Однако в том случае, когда сюжетные иллюстрации отвечали замыслам поэта, он приветствовал их. "Я познакомился с Пушкиным - автором,- писал в ноябре 1832 года художник Г. Г. Гагарин. - Мы в очень хороших отношениях. Я ему рисую виньетки для "Руслана и Людмилы"". По сути дела это были не столько виньетки, сколько жанровые сюжетные изображения: "Царь Кашей", "Леший", "Русалка", а также групповые композиции: "Через леса, через моря колдун несет богатыря" или "Королевич мимоходом пленяет грозного царя". Сохранилась литография Гагарина 1833 года, где помимо перечисленных мотивов изображены "Тридцать витязей", "Ступа с Бабою-Ягой" и др. Все персонажи помещены на одном листе, друг над другом.

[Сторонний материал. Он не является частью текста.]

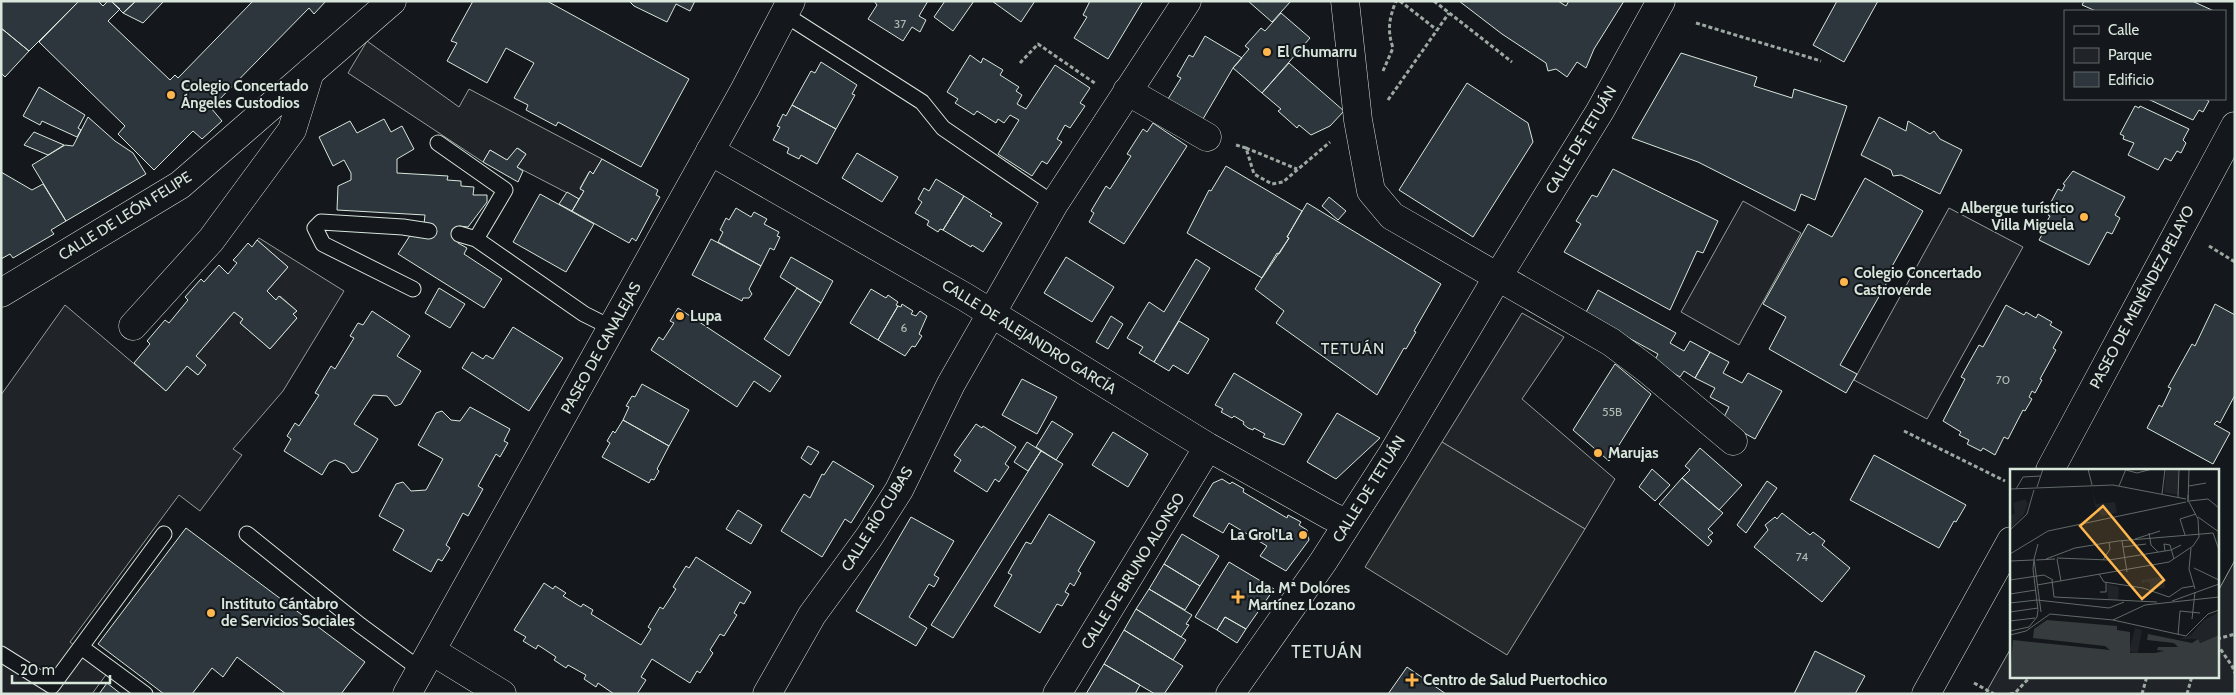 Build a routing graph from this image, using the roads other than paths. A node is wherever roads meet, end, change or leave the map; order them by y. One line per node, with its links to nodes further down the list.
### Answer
1 (392, 1): 6 (street, CALLE DE LEÓN FELIPE)
2 (1187, 1): 7 (street, CALLE RÍO CUBAS)
3 (1345, 1): 16 (street)
4 (1661, 1): 16 (street, CALLE DE TETUÁN)
5 (788, 8): 11 (street, PASEO DE CANALEJAS); 12 (lane)
6 (310, 72): 18 (street, CALLE DE LEÓN FELIPE); 20 (street)
7 (1127, 91): 9 (street); 12 (street, CALLE RÍO CUBAS)
8 (2235, 126): 24 (street, PASEO DE MENÉNDEZ PELAYO)
9 (1207, 137)
10 (438, 143): 15 (lane)
11 (710, 151): 19 (street, CALLE DE ALEJANDRO GARCÍA); 21 (street, PASEO DE CANALEJAS)
12 (1054, 204): 19 (street, CALLE RÍO CUBAS)
13 (429, 231): 17 (lane)
14 (459, 234): 15 (lane)
15 (476, 239): 21 (lane)
16 (1497, 278): 22 (street); 25 (street, CALLE DE TETUÁN)
17 (413, 289)
18 (1, 293)
19 (992, 314): 23 (street, CALLE DE ALEJANDRO GARCÍA); 35 (street, CALLE RÍO CUBAS)
20 (132, 326)
21 (612, 328): 31 (street, PASEO DE CANALEJAS)
22 (1733, 441)
23 (1208, 447): 25 (street, CALLE DE ALEJANDRO GARCÍA); 36 (street, CALLE DE BRUNO ALONSO)
24 (2051, 469)
25 (1347, 523): 37 (street, CALLE DE TETUÁN)
26 (164, 534): 29 (lane)
27 (247, 534): 31 (lane)
28 (2010, 544): 38 (street)
29 (81, 647): 30 (lane); 32 (lane)
30 (1, 654)
31 (427, 661): 33 (street, PASEO DE CANALEJAS); 34 (street)
32 (145, 694)
33 (407, 694)
34 (502, 694)
35 (766, 694)
36 (1057, 694)
37 (1230, 694)
38 (1926, 694)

Это своего рода гриффонаж, - "развитие фантазии, когда рисунок часто увеличивается множеством новых лиц и аксессуаров, непредвиденных даже самим художником".

Само слово "гриффонаж" пришло в русский язык из французского. Недаром люди, подобные Пушкину и Гагарину, не только изъяснялись, но и думали по-французски. Griffonnage в переводе означает каракули, бумагомаранье, "бессвязное маранье".

 Среди бессвязного маранья
 Мелькали мысли, примечанья,
 Портреты, буквы, имена
 И чисел тайных письмена, -

описывал поэт альбом Евгения Онегина. Немало гриффонажей оставили после себя К. П. Брюллов, А. О. Орловский, Г. Г. Гагарин. Любил их и Пушкин; на страницах его черновых рукописей - множество профилей, фигур и пейзажей.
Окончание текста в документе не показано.